Astronauts deal with one to two percent total bone loss per month aboard the ISS. The process has yet to be fully combated, but scientists in the Vertical Treadmill Laboratory are working hard to get the astronauts the physical care they need when working.
The tour guide, Gail Perusek, showed the tour the evolution of the workout facilities aboard the ISS. The harness strapping the astronauts down to the treadmill was at one time cumbersome and painful, but after a suggestion from an intern, they were able to take advice from the backpacking world and modify the device to better comfort. After several generations and with the help of former crew aboard the ISS, the newest generation of the device was created. It will fly within the next year and hopefully improve total astronaut health with the benefit of comfort.
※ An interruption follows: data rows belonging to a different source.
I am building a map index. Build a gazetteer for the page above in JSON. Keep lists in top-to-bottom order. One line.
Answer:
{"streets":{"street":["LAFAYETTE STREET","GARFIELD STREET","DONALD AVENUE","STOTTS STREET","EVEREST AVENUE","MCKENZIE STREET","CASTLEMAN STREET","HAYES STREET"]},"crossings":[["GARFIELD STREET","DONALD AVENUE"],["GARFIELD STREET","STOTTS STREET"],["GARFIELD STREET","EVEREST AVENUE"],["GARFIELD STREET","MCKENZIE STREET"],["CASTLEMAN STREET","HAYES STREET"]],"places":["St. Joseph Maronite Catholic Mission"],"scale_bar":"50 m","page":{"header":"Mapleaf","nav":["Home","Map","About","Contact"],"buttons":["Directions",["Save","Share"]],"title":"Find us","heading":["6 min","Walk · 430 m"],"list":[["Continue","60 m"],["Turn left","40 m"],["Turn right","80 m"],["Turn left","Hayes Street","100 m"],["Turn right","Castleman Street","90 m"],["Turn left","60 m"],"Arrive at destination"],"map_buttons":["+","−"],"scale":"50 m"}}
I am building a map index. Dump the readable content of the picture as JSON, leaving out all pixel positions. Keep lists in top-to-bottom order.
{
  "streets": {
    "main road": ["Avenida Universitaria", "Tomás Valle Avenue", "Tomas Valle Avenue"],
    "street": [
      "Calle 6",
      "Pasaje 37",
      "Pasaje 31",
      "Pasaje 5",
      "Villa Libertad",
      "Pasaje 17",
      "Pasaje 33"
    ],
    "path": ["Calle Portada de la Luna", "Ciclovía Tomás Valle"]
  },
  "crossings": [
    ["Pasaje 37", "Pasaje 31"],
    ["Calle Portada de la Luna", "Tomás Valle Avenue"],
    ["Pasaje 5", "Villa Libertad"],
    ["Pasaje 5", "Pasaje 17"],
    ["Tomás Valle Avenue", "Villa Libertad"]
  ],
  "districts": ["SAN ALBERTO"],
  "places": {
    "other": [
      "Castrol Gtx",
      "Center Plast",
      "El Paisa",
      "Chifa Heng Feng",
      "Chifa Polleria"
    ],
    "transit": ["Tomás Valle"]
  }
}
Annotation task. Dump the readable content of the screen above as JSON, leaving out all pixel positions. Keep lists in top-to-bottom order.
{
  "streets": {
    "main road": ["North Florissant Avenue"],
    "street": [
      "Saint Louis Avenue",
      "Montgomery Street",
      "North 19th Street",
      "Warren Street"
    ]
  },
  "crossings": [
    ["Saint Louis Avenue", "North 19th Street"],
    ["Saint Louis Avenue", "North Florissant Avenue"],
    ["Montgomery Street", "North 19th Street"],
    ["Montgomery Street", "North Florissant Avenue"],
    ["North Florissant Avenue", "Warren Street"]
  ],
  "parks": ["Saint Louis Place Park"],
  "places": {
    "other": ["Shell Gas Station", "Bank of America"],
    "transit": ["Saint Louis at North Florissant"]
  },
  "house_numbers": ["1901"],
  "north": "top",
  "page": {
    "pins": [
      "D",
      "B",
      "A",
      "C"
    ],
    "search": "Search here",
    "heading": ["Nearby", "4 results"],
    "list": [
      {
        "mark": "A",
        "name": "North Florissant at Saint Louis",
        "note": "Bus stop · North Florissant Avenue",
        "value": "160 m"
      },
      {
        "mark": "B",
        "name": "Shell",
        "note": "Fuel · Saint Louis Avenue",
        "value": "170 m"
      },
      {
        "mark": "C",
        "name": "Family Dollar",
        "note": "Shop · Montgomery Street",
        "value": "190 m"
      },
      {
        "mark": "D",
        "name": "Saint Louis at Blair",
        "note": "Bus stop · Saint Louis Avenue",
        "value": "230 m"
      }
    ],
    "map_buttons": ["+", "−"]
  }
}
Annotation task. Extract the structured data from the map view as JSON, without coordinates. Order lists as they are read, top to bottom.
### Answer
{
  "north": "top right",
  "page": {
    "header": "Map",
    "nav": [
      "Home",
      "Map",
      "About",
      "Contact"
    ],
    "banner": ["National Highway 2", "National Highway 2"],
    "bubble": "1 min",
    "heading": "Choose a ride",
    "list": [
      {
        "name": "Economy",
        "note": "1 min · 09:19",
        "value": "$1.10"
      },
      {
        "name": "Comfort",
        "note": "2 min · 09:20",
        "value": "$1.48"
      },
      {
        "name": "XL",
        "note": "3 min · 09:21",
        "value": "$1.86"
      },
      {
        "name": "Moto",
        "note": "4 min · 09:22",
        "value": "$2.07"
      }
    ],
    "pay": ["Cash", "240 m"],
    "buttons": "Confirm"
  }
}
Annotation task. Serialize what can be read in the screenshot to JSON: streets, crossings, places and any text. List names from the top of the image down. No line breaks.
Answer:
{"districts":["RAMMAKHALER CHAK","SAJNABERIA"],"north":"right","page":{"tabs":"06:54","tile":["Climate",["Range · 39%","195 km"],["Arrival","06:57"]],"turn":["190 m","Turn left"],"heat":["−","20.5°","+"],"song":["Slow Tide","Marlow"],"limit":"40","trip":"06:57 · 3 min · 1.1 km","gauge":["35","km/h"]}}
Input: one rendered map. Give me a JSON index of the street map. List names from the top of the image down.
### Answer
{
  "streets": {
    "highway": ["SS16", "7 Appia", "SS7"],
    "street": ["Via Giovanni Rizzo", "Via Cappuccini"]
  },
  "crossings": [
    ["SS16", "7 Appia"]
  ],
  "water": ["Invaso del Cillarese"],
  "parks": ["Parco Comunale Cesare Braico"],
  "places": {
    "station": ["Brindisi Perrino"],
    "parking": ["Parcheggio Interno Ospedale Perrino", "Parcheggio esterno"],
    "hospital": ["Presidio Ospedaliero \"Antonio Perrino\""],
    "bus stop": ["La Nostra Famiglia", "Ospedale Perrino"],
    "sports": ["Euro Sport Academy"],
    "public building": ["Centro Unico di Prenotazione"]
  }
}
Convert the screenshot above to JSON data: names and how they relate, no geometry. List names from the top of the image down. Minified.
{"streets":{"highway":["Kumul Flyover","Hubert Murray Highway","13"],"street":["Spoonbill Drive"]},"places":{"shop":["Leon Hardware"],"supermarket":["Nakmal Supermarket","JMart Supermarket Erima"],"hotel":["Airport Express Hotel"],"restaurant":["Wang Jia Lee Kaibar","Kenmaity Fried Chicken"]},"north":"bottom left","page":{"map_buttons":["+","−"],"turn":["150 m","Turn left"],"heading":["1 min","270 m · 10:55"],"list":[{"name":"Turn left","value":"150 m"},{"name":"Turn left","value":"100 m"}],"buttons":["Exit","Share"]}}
Perusek also explained the research that is currently going on with a vertical treadmill setup. The test subject is suspended in a horizontal position, with numerous cables and harnesses supporting their body and limbs. The person will then run on a vertical treadmill setup and report how similar to running upright the experience is. The treadmill can be tilted from vertical to different angles to simulate different gravity conditions; about a 9-degree tilt from vertical simulates the Moon’s gravity, at 1/6th of Earth’s gravity. Perusek talked about how researchers use bed rest studies that last several months to try to approximate the effect of microgravity on astronauts’ bodies.